Start of DATASET EXTRACT

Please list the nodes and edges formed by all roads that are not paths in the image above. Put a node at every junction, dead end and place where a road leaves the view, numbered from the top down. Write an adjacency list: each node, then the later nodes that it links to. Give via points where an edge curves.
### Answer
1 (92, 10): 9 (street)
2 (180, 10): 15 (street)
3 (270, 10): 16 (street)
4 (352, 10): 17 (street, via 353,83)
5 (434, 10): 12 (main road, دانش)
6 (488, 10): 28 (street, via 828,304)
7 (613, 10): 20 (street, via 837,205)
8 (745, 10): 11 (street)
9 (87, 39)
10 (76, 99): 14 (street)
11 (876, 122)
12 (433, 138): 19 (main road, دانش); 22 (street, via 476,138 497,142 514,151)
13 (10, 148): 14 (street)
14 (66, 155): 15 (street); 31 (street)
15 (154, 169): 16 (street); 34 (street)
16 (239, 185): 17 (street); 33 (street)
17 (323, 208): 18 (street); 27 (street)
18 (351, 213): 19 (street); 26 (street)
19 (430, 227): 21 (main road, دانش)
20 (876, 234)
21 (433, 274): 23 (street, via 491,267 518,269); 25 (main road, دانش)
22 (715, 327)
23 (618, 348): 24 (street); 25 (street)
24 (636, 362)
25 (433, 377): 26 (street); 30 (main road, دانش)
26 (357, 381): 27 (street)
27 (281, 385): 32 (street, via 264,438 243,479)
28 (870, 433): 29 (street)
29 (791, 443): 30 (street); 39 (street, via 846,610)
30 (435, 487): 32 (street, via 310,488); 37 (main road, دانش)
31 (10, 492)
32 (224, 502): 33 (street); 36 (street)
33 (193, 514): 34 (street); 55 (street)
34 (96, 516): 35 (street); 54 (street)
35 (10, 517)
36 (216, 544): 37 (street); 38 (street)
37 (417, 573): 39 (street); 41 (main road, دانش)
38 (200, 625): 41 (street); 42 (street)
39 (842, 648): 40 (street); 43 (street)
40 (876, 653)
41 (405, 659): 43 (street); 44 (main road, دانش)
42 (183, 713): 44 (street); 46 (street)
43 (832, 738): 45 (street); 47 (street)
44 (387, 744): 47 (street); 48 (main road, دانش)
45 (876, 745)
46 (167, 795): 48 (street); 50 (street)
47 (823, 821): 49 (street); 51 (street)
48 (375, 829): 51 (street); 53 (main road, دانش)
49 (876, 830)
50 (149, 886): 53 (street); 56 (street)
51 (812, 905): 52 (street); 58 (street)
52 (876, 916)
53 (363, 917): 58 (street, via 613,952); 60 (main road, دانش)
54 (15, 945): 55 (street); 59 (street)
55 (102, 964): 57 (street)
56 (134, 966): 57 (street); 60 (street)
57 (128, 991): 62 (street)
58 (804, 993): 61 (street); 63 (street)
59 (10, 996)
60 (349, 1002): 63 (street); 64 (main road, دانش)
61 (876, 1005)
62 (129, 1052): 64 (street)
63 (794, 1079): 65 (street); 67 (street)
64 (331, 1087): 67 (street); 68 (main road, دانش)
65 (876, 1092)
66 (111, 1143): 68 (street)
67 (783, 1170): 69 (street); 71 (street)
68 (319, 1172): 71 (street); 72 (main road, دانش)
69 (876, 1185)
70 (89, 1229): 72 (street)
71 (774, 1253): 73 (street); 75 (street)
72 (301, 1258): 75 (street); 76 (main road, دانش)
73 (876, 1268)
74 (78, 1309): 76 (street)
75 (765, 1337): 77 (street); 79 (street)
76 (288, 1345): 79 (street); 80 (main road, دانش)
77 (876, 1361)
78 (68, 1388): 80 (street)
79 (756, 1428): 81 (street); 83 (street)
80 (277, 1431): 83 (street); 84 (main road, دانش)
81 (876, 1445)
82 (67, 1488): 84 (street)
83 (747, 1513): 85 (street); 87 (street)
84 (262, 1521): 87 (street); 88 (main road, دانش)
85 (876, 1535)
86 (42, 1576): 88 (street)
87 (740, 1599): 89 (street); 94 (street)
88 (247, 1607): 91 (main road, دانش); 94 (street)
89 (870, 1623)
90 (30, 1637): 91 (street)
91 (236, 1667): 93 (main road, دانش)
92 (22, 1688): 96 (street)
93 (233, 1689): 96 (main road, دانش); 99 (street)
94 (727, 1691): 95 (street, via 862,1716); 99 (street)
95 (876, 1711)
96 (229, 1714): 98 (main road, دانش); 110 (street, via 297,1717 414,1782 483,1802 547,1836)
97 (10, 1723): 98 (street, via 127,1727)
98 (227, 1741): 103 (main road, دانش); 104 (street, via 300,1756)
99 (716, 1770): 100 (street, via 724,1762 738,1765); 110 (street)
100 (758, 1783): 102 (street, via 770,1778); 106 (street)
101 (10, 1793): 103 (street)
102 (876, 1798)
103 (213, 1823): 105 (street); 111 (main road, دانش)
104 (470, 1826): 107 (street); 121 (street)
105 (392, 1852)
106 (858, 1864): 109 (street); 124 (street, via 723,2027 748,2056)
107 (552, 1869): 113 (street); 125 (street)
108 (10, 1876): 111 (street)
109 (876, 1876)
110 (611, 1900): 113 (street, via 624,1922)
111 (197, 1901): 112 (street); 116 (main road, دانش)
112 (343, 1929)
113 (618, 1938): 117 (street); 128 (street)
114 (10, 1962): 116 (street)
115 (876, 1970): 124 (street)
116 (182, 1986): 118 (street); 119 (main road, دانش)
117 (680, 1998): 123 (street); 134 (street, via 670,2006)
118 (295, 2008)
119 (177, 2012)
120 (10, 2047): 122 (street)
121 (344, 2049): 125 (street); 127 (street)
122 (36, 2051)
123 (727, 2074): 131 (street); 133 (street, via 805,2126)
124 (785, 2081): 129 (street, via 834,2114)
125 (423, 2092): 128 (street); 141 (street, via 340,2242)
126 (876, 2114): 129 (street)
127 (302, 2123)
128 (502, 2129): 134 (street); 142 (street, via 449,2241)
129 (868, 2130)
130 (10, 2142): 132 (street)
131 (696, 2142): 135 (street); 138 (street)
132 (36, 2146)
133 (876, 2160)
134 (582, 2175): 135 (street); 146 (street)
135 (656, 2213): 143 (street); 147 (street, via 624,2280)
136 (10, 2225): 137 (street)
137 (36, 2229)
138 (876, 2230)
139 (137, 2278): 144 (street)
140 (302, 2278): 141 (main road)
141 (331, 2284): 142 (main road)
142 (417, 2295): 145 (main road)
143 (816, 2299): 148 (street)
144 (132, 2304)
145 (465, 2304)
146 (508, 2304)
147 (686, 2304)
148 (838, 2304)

End of DATASET EXTRACT

> **ACTIVITY**: With every word kept as it is, set down the entries again.

> **WORKED SOLUTION**:
Please list the nodes and edges formed by all roads that are not paths in the image above. Put a node at every junction, dead end and place where a road leaves the view, numbered from the top down. Write an adjacency list: each node, then the later nodes that it links to. Give via points where an edge curves.
### Answer
1 (92, 10): 9 (street)
2 (180, 10): 15 (street)
3 (270, 10): 16 (street)
4 (352, 10): 17 (street, via 353,83)
5 (434, 10): 12 (main road, دانش)
6 (488, 10): 28 (street, via 828,304)
7 (613, 10): 20 (street, via 837,205)
8 (745, 10): 11 (street)
9 (87, 39)
10 (76, 99): 14 (street)
11 (876, 122)
12 (433, 138): 19 (main road, دانش); 22 (street, via 476,138 497,142 514,151)
13 (10, 148): 14 (street)
14 (66, 155): 15 (street); 31 (street)
15 (154, 169): 16 (street); 34 (street)
16 (239, 185): 17 (street); 33 (street)
17 (323, 208): 18 (street); 27 (street)
18 (351, 213): 19 (street); 26 (street)
19 (430, 227): 21 (main road, دانش)
20 (876, 234)
21 (433, 274): 23 (street, via 491,267 518,269); 25 (main road, دانش)
22 (715, 327)
23 (618, 348): 24 (street); 25 (street)
24 (636, 362)
25 (433, 377): 26 (street); 30 (main road, دانش)
26 (357, 381): 27 (street)
27 (281, 385): 32 (street, via 264,438 243,479)
28 (870, 433): 29 (street)
29 (791, 443): 30 (street); 39 (street, via 846,610)
30 (435, 487): 32 (street, via 310,488); 37 (main road, دانش)
31 (10, 492)
32 (224, 502): 33 (street); 36 (street)
33 (193, 514): 34 (street); 55 (street)
34 (96, 516): 35 (street); 54 (street)
35 (10, 517)
36 (216, 544): 37 (street); 38 (street)
37 (417, 573): 39 (street); 41 (main road, دانش)
38 (200, 625): 41 (street); 42 (street)
39 (842, 648): 40 (street); 43 (street)
40 (876, 653)
41 (405, 659): 43 (street); 44 (main road, دانش)
42 (183, 713): 44 (street); 46 (street)
43 (832, 738): 45 (street); 47 (street)
44 (387, 744): 47 (street); 48 (main road, دانش)
45 (876, 745)
46 (167, 795): 48 (street); 50 (street)
47 (823, 821): 49 (street); 51 (street)
48 (375, 829): 51 (street); 53 (main road, دانش)
49 (876, 830)
50 (149, 886): 53 (street); 56 (street)
51 (812, 905): 52 (street); 58 (street)
52 (876, 916)
53 (363, 917): 58 (street, via 613,952); 60 (main road, دانش)
54 (15, 945): 55 (street); 59 (street)
55 (102, 964): 57 (street)
56 (134, 966): 57 (street); 60 (street)
57 (128, 991): 62 (street)
58 (804, 993): 61 (street); 63 (street)
59 (10, 996)
60 (349, 1002): 63 (street); 64 (main road, دانش)
61 (876, 1005)
62 (129, 1052): 64 (street)
63 (794, 1079): 65 (street); 67 (street)
64 (331, 1087): 67 (street); 68 (main road, دانش)
65 (876, 1092)
66 (111, 1143): 68 (street)
67 (783, 1170): 69 (street); 71 (street)
68 (319, 1172): 71 (street); 72 (main road, دانش)
69 (876, 1185)
70 (89, 1229): 72 (street)
71 (774, 1253): 73 (street); 75 (street)
72 (301, 1258): 75 (street); 76 (main road, دانش)
73 (876, 1268)
74 (78, 1309): 76 (street)
75 (765, 1337): 77 (street); 79 (street)
76 (288, 1345): 79 (street); 80 (main road, دانش)
77 (876, 1361)
78 (68, 1388): 80 (street)
79 (756, 1428): 81 (street); 83 (street)
80 (277, 1431): 83 (street); 84 (main road, دانش)
81 (876, 1445)
82 (67, 1488): 84 (street)
83 (747, 1513): 85 (street); 87 (street)
84 (262, 1521): 87 (street); 88 (main road, دانش)
85 (876, 1535)
86 (42, 1576): 88 (street)
87 (740, 1599): 89 (street); 94 (street)
88 (247, 1607): 91 (main road, دانش); 94 (street)
89 (870, 1623)
90 (30, 1637): 91 (street)
91 (236, 1667): 93 (main road, دانش)
92 (22, 1688): 96 (street)
93 (233, 1689): 96 (main road, دانش); 99 (street)
94 (727, 1691): 95 (street, via 862,1716); 99 (street)
95 (876, 1711)
96 (229, 1714): 98 (main road, دانش); 110 (street, via 297,1717 414,1782 483,1802 547,1836)
97 (10, 1723): 98 (street, via 127,1727)
98 (227, 1741): 103 (main road, دانش); 104 (street, via 300,1756)
99 (716, 1770): 100 (street, via 724,1762 738,1765); 110 (street)
100 (758, 1783): 102 (street, via 770,1778); 106 (street)
101 (10, 1793): 103 (street)
102 (876, 1798)
103 (213, 1823): 105 (street); 111 (main road, دانش)
104 (470, 1826): 107 (street); 121 (street)
105 (392, 1852)
106 (858, 1864): 109 (street); 124 (street, via 723,2027 748,2056)
107 (552, 1869): 113 (street); 125 (street)
108 (10, 1876): 111 (street)
109 (876, 1876)
110 (611, 1900): 113 (street, via 624,1922)
111 (197, 1901): 112 (street); 116 (main road, دانش)
112 (343, 1929)
113 (618, 1938): 117 (street); 128 (street)
114 (10, 1962): 116 (street)
115 (876, 1970): 124 (street)
116 (182, 1986): 118 (street); 119 (main road, دانش)
117 (680, 1998): 123 (street); 134 (street, via 670,2006)
118 (295, 2008)
119 (177, 2012)
120 (10, 2047): 122 (street)
121 (344, 2049): 125 (street); 127 (street)
122 (36, 2051)
123 (727, 2074): 131 (street); 133 (street, via 805,2126)
124 (785, 2081): 129 (street, via 834,2114)
125 (423, 2092): 128 (street); 141 (street, via 340,2242)
126 (876, 2114): 129 (street)
127 (302, 2123)
128 (502, 2129): 134 (street); 142 (street, via 449,2241)
129 (868, 2130)
130 (10, 2142): 132 (street)
131 (696, 2142): 135 (street); 138 (street)
132 (36, 2146)
133 (876, 2160)
134 (582, 2175): 135 (street); 146 (street)
135 (656, 2213): 143 (street); 147 (street, via 624,2280)
136 (10, 2225): 137 (street)
137 (36, 2229)
138 (876, 2230)
139 (137, 2278): 144 (street)
140 (302, 2278): 141 (main road)
141 (331, 2284): 142 (main road)
142 (417, 2295): 145 (main road)
143 (816, 2299): 148 (street)
144 (132, 2304)
145 (465, 2304)
146 (508, 2304)
147 (686, 2304)
148 (838, 2304)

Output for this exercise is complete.